# What this task involves:
Using the material that follows, output exactly the lines from the one containing "index pip: (550, 246)" through the one containing "ring dip: (543, 438)", with both ends kept.
++++ Records supplied ++++
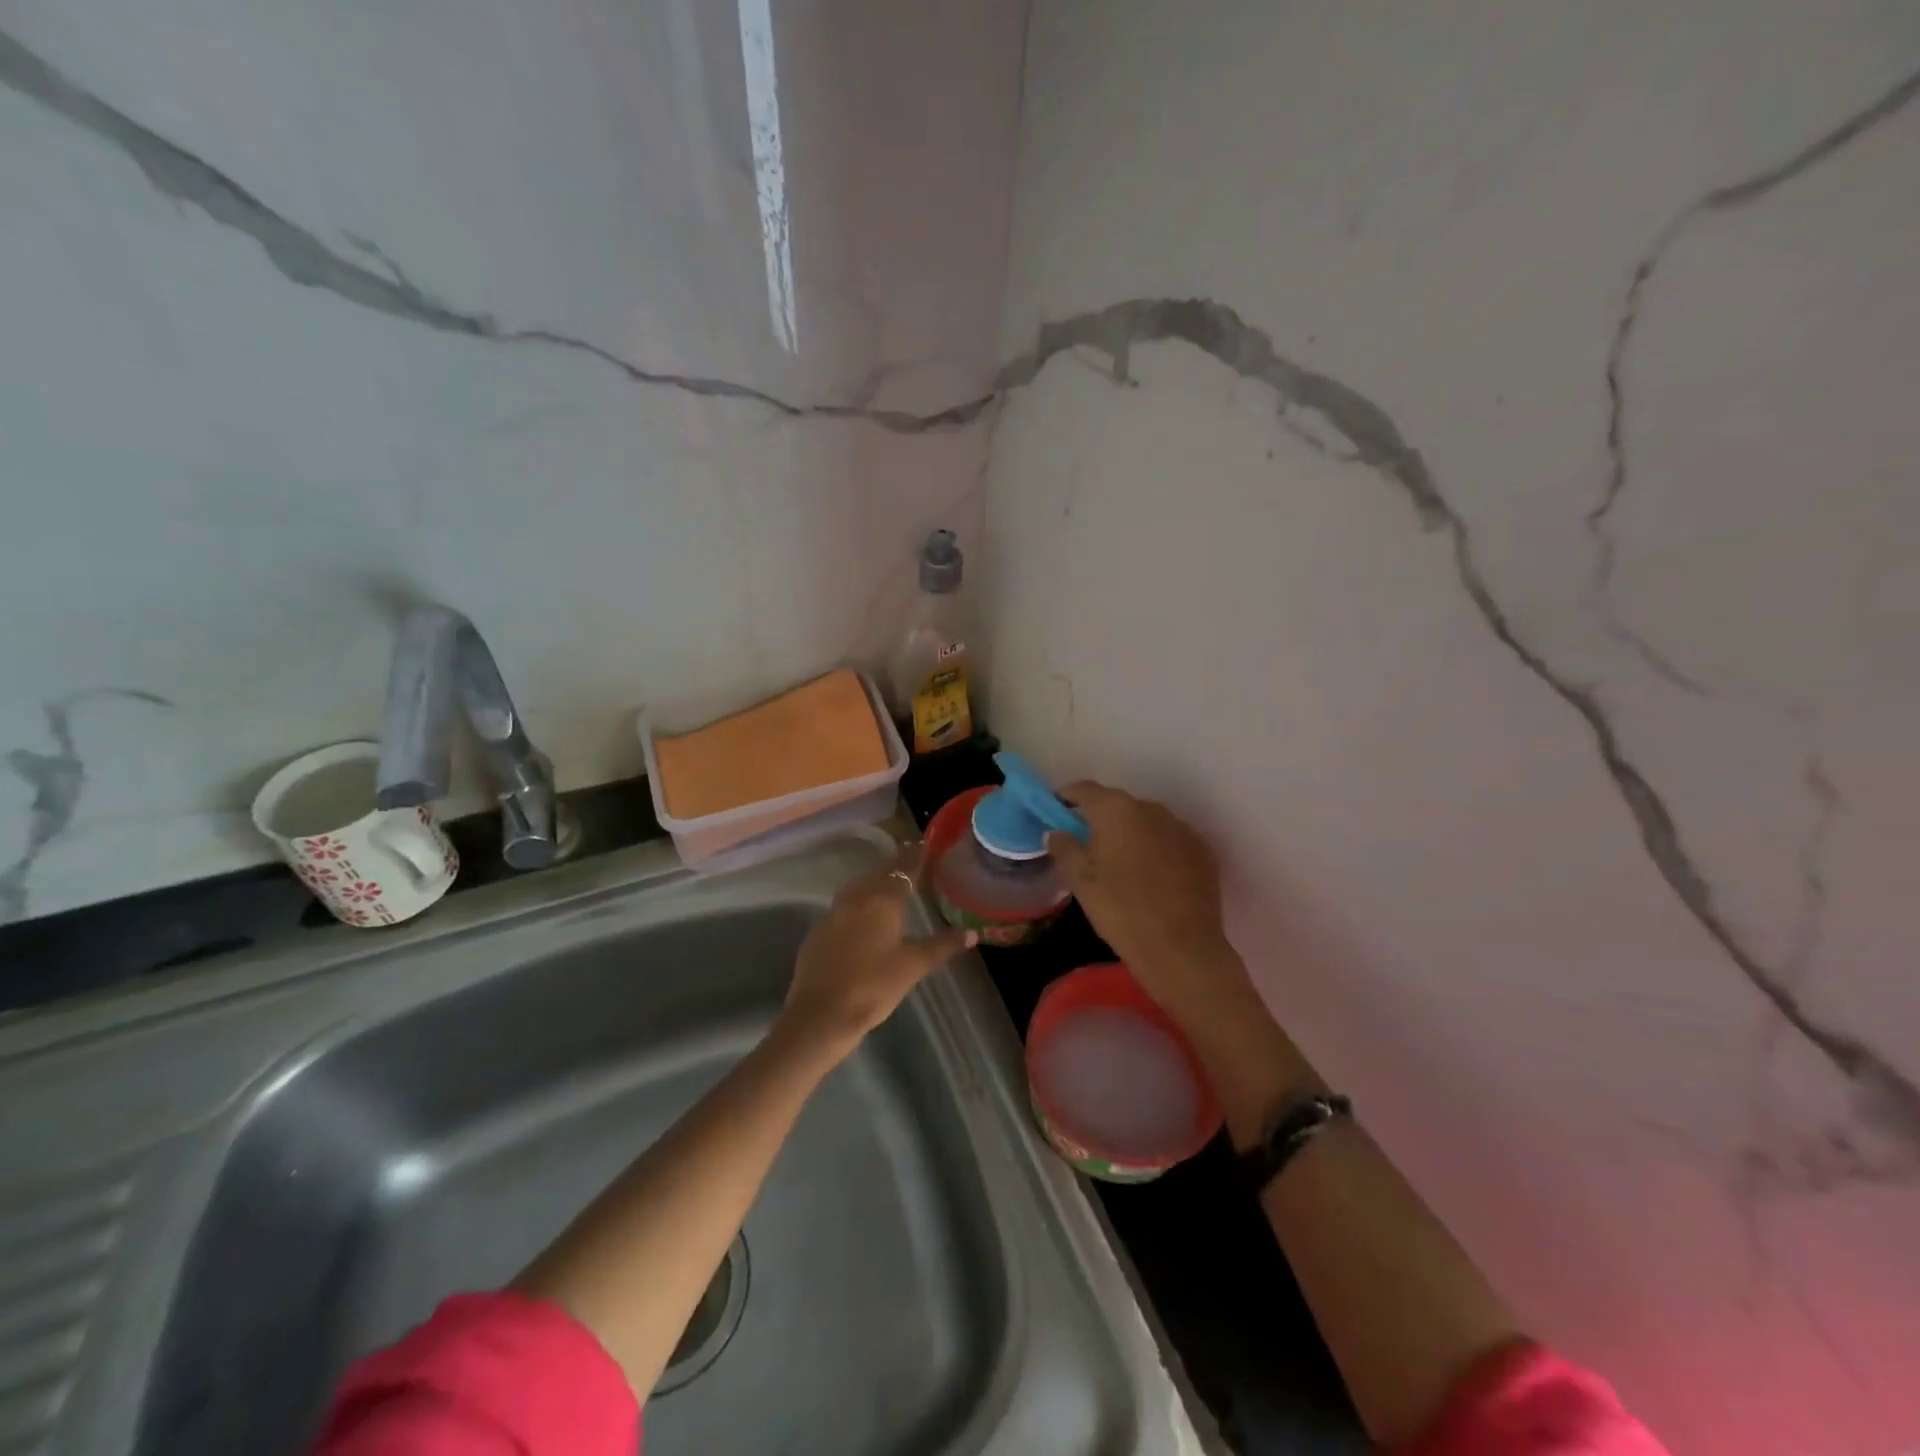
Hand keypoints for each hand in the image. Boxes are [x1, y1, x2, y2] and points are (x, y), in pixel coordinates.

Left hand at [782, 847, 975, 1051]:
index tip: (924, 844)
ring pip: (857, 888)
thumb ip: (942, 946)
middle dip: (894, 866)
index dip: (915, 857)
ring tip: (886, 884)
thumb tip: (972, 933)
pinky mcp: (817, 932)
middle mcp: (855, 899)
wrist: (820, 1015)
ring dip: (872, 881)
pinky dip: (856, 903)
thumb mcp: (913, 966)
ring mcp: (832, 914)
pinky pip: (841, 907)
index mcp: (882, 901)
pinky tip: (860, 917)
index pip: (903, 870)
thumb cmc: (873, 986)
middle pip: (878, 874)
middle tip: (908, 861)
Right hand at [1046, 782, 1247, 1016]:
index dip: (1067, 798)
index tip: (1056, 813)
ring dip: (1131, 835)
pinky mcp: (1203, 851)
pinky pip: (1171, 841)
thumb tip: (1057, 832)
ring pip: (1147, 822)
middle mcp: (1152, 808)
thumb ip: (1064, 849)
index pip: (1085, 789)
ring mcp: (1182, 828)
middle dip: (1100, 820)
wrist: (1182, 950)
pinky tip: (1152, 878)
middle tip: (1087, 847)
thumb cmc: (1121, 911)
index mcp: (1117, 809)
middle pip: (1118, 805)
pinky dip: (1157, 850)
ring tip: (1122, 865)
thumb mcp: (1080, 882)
++++
++++ Records supplied ++++
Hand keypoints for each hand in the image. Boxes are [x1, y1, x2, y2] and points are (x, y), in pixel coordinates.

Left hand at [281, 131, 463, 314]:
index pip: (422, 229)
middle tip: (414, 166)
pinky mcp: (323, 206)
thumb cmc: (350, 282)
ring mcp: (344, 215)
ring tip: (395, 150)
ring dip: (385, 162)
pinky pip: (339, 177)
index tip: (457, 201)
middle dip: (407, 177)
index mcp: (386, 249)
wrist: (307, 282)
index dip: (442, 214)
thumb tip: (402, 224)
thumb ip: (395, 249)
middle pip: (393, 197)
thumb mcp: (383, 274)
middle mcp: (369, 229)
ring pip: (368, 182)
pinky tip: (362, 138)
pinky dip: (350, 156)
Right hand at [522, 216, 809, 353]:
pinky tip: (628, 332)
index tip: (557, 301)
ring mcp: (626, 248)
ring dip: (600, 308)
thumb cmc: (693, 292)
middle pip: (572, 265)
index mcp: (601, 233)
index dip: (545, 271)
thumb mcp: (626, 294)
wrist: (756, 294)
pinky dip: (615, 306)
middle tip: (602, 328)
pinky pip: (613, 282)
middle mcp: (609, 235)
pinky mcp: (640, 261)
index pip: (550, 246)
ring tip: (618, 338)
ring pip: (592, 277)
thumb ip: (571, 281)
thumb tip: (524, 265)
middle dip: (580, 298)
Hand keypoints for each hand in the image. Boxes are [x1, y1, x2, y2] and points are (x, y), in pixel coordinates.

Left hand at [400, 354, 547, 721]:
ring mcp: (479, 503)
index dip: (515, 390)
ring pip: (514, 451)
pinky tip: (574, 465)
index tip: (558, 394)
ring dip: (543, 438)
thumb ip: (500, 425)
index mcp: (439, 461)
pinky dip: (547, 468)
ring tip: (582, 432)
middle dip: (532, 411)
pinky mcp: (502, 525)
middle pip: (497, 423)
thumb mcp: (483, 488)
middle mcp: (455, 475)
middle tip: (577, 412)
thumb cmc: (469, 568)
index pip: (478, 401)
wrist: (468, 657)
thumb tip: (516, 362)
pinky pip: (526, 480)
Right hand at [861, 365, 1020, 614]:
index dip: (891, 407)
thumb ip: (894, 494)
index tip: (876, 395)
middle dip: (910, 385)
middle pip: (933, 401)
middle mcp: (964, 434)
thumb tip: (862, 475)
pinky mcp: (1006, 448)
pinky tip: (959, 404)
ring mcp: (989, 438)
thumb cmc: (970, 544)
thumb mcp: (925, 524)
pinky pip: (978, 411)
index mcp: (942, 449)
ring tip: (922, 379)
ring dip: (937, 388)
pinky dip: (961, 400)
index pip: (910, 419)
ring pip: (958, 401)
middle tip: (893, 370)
++++
++++ Records supplied ++++
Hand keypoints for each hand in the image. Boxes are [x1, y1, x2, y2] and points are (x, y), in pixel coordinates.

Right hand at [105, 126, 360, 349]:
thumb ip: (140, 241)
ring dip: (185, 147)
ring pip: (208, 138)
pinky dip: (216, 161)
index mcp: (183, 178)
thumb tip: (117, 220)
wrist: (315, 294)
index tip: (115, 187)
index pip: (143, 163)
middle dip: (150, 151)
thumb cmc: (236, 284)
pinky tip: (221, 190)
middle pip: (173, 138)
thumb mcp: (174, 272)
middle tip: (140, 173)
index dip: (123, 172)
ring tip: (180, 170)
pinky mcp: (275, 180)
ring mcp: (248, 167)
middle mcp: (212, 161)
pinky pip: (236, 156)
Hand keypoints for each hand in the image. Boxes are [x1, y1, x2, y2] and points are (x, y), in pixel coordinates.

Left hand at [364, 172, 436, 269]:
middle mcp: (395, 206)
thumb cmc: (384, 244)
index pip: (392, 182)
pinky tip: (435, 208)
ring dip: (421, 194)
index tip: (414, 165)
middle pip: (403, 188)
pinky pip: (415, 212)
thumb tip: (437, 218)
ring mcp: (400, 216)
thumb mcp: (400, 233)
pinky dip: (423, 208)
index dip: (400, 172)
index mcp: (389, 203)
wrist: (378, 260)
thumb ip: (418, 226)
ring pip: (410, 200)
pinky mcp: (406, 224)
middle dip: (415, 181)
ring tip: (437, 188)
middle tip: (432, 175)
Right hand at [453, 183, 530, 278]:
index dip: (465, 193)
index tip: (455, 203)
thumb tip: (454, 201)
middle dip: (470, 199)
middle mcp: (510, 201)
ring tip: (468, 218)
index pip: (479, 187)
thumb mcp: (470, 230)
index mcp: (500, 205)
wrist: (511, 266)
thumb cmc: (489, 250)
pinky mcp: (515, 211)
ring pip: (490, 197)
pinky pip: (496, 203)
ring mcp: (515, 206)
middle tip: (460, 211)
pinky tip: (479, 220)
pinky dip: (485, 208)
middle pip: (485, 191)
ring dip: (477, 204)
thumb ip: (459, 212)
++++
# Answer box:
index pip: (550, 246)
ring tip: (618, 338)
ring pip: (592, 277)
thumb ip: (571, 281)
thumb tip: (524, 265)
middle dip: (580, 298)
Hand keypoints for each hand in the image. Boxes are [x1, y1, x2, y2] and points are (x, y), in pixel coordinates.

Left hand at [400, 354, 547, 721]:
ring mcp: (479, 503)
index dip: (515, 390)
ring pip: (514, 451)
pinky tip: (574, 465)
index tip: (558, 394)
ring dip: (543, 438)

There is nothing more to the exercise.